Materials provided section start

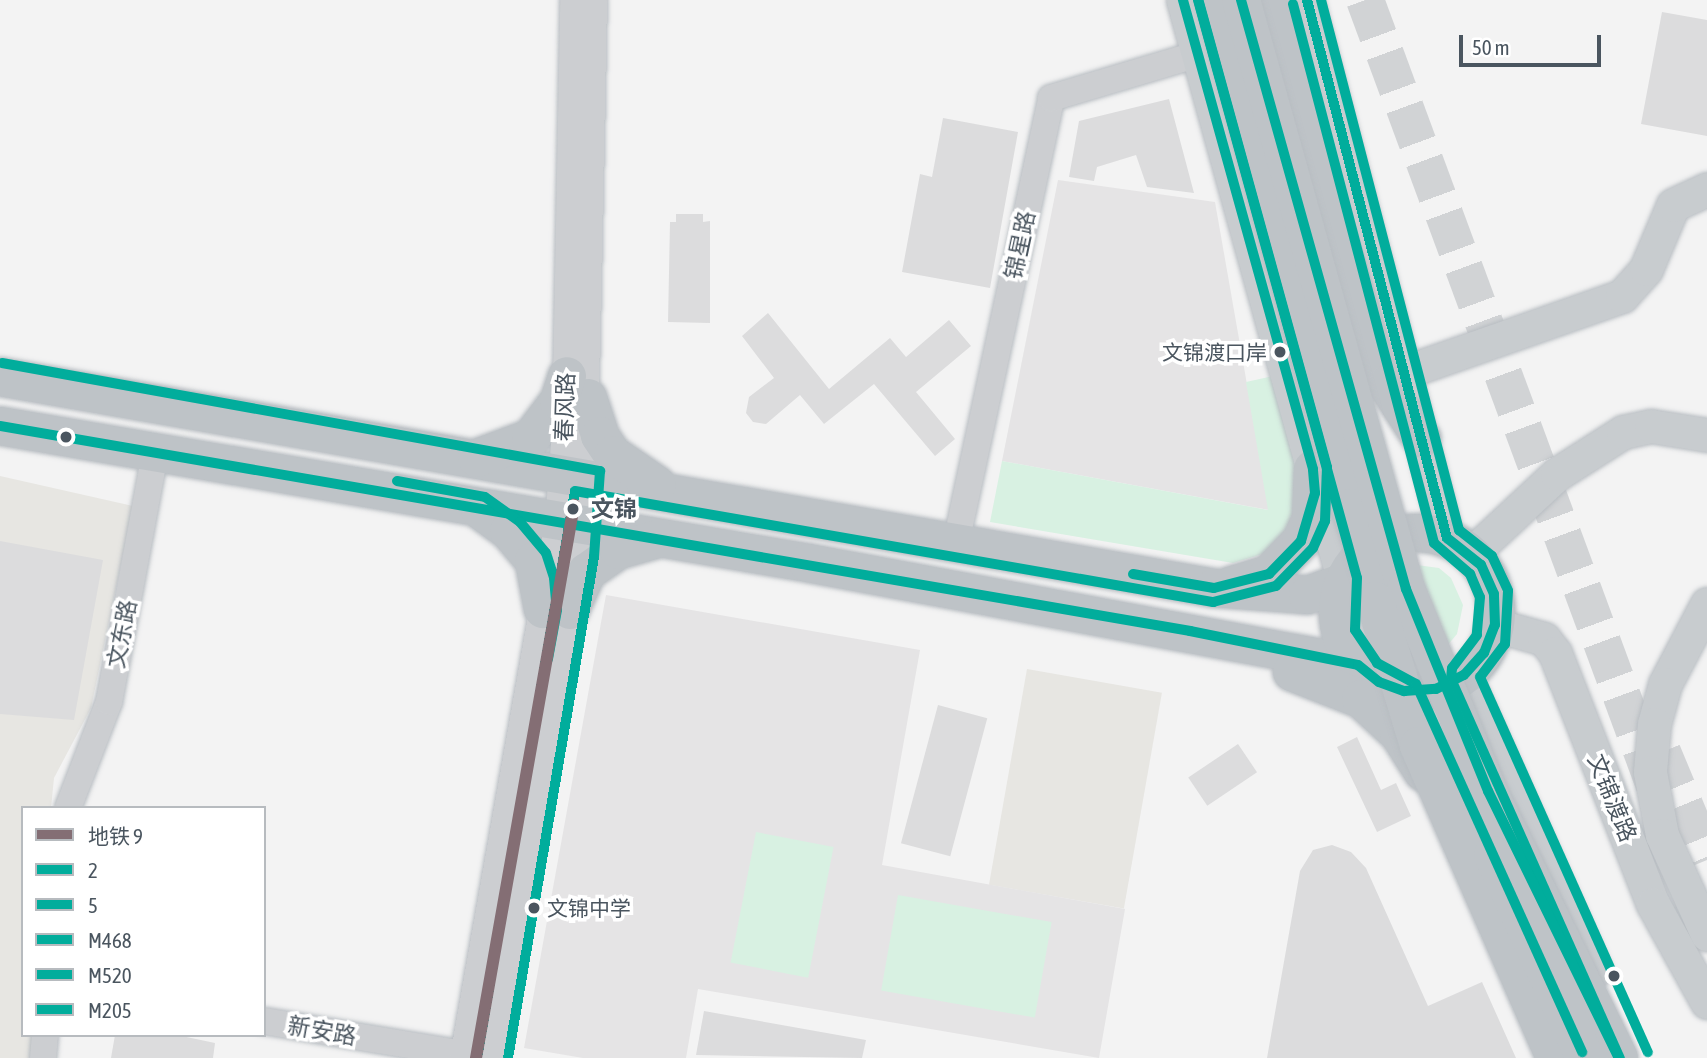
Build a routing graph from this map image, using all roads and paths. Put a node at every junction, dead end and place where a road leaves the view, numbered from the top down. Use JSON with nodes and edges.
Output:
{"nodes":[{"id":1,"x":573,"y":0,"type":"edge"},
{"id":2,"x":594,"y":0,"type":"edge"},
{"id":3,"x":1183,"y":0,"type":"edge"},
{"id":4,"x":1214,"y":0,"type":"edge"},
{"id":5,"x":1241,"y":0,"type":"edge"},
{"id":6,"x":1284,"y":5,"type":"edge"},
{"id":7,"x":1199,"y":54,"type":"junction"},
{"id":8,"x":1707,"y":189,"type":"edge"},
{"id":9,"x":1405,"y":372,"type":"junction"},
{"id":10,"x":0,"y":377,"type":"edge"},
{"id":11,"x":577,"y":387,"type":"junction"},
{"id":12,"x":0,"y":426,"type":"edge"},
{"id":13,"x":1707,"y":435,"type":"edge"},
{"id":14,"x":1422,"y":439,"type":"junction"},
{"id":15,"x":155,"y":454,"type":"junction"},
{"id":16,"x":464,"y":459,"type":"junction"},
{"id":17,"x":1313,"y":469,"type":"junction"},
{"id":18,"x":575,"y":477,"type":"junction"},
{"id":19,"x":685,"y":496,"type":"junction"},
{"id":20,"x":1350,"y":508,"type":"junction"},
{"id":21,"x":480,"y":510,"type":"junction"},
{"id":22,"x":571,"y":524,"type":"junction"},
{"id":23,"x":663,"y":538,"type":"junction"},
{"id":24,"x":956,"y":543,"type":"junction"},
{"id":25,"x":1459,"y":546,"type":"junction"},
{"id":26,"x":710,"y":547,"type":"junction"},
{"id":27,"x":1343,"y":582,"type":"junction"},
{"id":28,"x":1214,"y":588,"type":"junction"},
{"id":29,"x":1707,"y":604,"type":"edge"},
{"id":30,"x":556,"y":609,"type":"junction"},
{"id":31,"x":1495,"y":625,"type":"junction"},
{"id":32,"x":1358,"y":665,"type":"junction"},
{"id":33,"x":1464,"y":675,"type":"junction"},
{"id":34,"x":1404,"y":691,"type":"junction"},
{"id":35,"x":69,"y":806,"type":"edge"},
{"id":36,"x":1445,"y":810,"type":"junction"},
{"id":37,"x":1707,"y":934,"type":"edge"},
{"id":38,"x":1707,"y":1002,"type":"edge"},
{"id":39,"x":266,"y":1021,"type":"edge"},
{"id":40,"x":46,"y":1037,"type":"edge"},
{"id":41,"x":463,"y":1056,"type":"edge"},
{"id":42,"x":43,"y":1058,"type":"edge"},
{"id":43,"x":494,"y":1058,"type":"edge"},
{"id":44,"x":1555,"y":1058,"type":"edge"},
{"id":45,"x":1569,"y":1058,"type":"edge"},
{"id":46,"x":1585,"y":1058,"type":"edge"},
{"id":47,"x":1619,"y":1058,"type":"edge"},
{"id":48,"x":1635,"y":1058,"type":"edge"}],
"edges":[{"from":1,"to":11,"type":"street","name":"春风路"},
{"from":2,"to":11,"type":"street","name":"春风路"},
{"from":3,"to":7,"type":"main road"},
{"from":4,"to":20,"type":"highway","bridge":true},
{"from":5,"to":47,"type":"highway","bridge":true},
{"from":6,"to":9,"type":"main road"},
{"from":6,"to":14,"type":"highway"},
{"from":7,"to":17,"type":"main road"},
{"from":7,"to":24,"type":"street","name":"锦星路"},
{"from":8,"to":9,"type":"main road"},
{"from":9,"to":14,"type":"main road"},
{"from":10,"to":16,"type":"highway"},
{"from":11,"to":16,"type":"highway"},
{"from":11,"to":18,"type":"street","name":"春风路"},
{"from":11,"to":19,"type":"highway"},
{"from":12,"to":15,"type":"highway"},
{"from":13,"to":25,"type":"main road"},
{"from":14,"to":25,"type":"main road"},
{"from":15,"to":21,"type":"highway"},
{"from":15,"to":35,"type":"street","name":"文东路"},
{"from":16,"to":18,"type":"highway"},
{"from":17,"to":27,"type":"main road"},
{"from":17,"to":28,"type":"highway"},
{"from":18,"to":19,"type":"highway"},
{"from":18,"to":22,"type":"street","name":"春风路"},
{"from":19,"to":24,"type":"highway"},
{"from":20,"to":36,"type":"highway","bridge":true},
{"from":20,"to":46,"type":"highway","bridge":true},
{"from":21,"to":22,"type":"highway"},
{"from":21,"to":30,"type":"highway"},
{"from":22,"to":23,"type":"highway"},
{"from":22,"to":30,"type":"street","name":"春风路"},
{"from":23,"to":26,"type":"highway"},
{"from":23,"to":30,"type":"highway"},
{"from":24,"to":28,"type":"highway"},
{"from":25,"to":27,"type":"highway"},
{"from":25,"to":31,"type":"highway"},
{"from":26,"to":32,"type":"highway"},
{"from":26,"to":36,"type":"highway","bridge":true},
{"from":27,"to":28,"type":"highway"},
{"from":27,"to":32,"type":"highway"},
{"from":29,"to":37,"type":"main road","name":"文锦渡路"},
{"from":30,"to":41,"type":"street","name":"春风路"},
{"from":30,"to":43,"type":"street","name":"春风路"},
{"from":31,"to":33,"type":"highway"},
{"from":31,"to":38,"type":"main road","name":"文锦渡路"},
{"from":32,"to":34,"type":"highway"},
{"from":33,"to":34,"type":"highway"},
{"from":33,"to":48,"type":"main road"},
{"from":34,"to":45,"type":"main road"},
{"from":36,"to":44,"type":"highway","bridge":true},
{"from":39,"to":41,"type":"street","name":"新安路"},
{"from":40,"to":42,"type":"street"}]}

Materials provided section end

## [What is needed]
Word for word, set down each record shown above, omitting the pictures.

## [Completed exercise]
Build a routing graph from this map image, using all roads and paths. Put a node at every junction, dead end and place where a road leaves the view, numbered from the top down. Use JSON with nodes and edges.
Output:
{"nodes":[{"id":1,"x":573,"y":0,"type":"edge"},
{"id":2,"x":594,"y":0,"type":"edge"},
{"id":3,"x":1183,"y":0,"type":"edge"},
{"id":4,"x":1214,"y":0,"type":"edge"},
{"id":5,"x":1241,"y":0,"type":"edge"},
{"id":6,"x":1284,"y":5,"type":"edge"},
{"id":7,"x":1199,"y":54,"type":"junction"},
{"id":8,"x":1707,"y":189,"type":"edge"},
{"id":9,"x":1405,"y":372,"type":"junction"},
{"id":10,"x":0,"y":377,"type":"edge"},
{"id":11,"x":577,"y":387,"type":"junction"},
{"id":12,"x":0,"y":426,"type":"edge"},
{"id":13,"x":1707,"y":435,"type":"edge"},
{"id":14,"x":1422,"y":439,"type":"junction"},
{"id":15,"x":155,"y":454,"type":"junction"},
{"id":16,"x":464,"y":459,"type":"junction"},
{"id":17,"x":1313,"y":469,"type":"junction"},
{"id":18,"x":575,"y":477,"type":"junction"},
{"id":19,"x":685,"y":496,"type":"junction"},
{"id":20,"x":1350,"y":508,"type":"junction"},
{"id":21,"x":480,"y":510,"type":"junction"},
{"id":22,"x":571,"y":524,"type":"junction"},
{"id":23,"x":663,"y":538,"type":"junction"},
{"id":24,"x":956,"y":543,"type":"junction"},
{"id":25,"x":1459,"y":546,"type":"junction"},
{"id":26,"x":710,"y":547,"type":"junction"},
{"id":27,"x":1343,"y":582,"type":"junction"},
{"id":28,"x":1214,"y":588,"type":"junction"},
{"id":29,"x":1707,"y":604,"type":"edge"},
{"id":30,"x":556,"y":609,"type":"junction"},
{"id":31,"x":1495,"y":625,"type":"junction"},
{"id":32,"x":1358,"y":665,"type":"junction"},
{"id":33,"x":1464,"y":675,"type":"junction"},
{"id":34,"x":1404,"y":691,"type":"junction"},
{"id":35,"x":69,"y":806,"type":"edge"},
{"id":36,"x":1445,"y":810,"type":"junction"},
{"id":37,"x":1707,"y":934,"type":"edge"},
{"id":38,"x":1707,"y":1002,"type":"edge"},
{"id":39,"x":266,"y":1021,"type":"edge"},
{"id":40,"x":46,"y":1037,"type":"edge"},
{"id":41,"x":463,"y":1056,"type":"edge"},
{"id":42,"x":43,"y":1058,"type":"edge"},
{"id":43,"x":494,"y":1058,"type":"edge"},
{"id":44,"x":1555,"y":1058,"type":"edge"},
{"id":45,"x":1569,"y":1058,"type":"edge"},
{"id":46,"x":1585,"y":1058,"type":"edge"},
{"id":47,"x":1619,"y":1058,"type":"edge"},
{"id":48,"x":1635,"y":1058,"type":"edge"}],
"edges":[{"from":1,"to":11,"type":"street","name":"春风路"},
{"from":2,"to":11,"type":"street","name":"春风路"},
{"from":3,"to":7,"type":"main road"},
{"from":4,"to":20,"type":"highway","bridge":true},
{"from":5,"to":47,"type":"highway","bridge":true},
{"from":6,"to":9,"type":"main road"},
{"from":6,"to":14,"type":"highway"},
{"from":7,"to":17,"type":"main road"},
{"from":7,"to":24,"type":"street","name":"锦星路"},
{"from":8,"to":9,"type":"main road"},
{"from":9,"to":14,"type":"main road"},
{"from":10,"to":16,"type":"highway"},
{"from":11,"to":16,"type":"highway"},
{"from":11,"to":18,"type":"street","name":"春风路"},
{"from":11,"to":19,"type":"highway"},
{"from":12,"to":15,"type":"highway"},
{"from":13,"to":25,"type":"main road"},
{"from":14,"to":25,"type":"main road"},
{"from":15,"to":21,"type":"highway"},
{"from":15,"to":35,"type":"street","name":"文东路"},
{"from":16,"to":18,"type":"highway"},
{"from":17,"to":27,"type":"main road"},
{"from":17,"to":28,"type":"highway"},
{"from":18,"to":19,"type":"highway"},
{"from":18,"to":22,"type":"street","name":"春风路"},
{"from":19,"to":24,"type":"highway"},
{"from":20,"to":36,"type":"highway","bridge":true},
{"from":20,"to":46,"type":"highway","bridge":true},
{"from":21,"to":22,"type":"highway"},
{"from":21,"to":30,"type":"highway"},
{"from":22,"to":23,"type":"highway"},
{"from":22,"to":30,"type":"street","name":"春风路"},
{"from":23,"to":26,"type":"highway"},
{"from":23,"to":30,"type":"highway"},
{"from":24,"to":28,"type":"highway"},
{"from":25,"to":27,"type":"highway"},
{"from":25,"to":31,"type":"highway"},
{"from":26,"to":32,"type":"highway"},
{"from":26,"to":36,"type":"highway","bridge":true},
{"from":27,"to":28,"type":"highway"},
{"from":27,"to":32,"type":"highway"},
{"from":29,"to":37,"type":"main road","name":"文锦渡路"},
{"from":30,"to":41,"type":"street","name":"春风路"},
{"from":30,"to":43,"type":"street","name":"春风路"},
{"from":31,"to":33,"type":"highway"},
{"from":31,"to":38,"type":"main road","name":"文锦渡路"},
{"from":32,"to":34,"type":"highway"},
{"from":33,"to":34,"type":"highway"},
{"from":33,"to":48,"type":"main road"},
{"from":34,"to":45,"type":"main road"},
{"from":36,"to":44,"type":"highway","bridge":true},
{"from":39,"to":41,"type":"street","name":"新安路"},
{"from":40,"to":42,"type":"street"}]}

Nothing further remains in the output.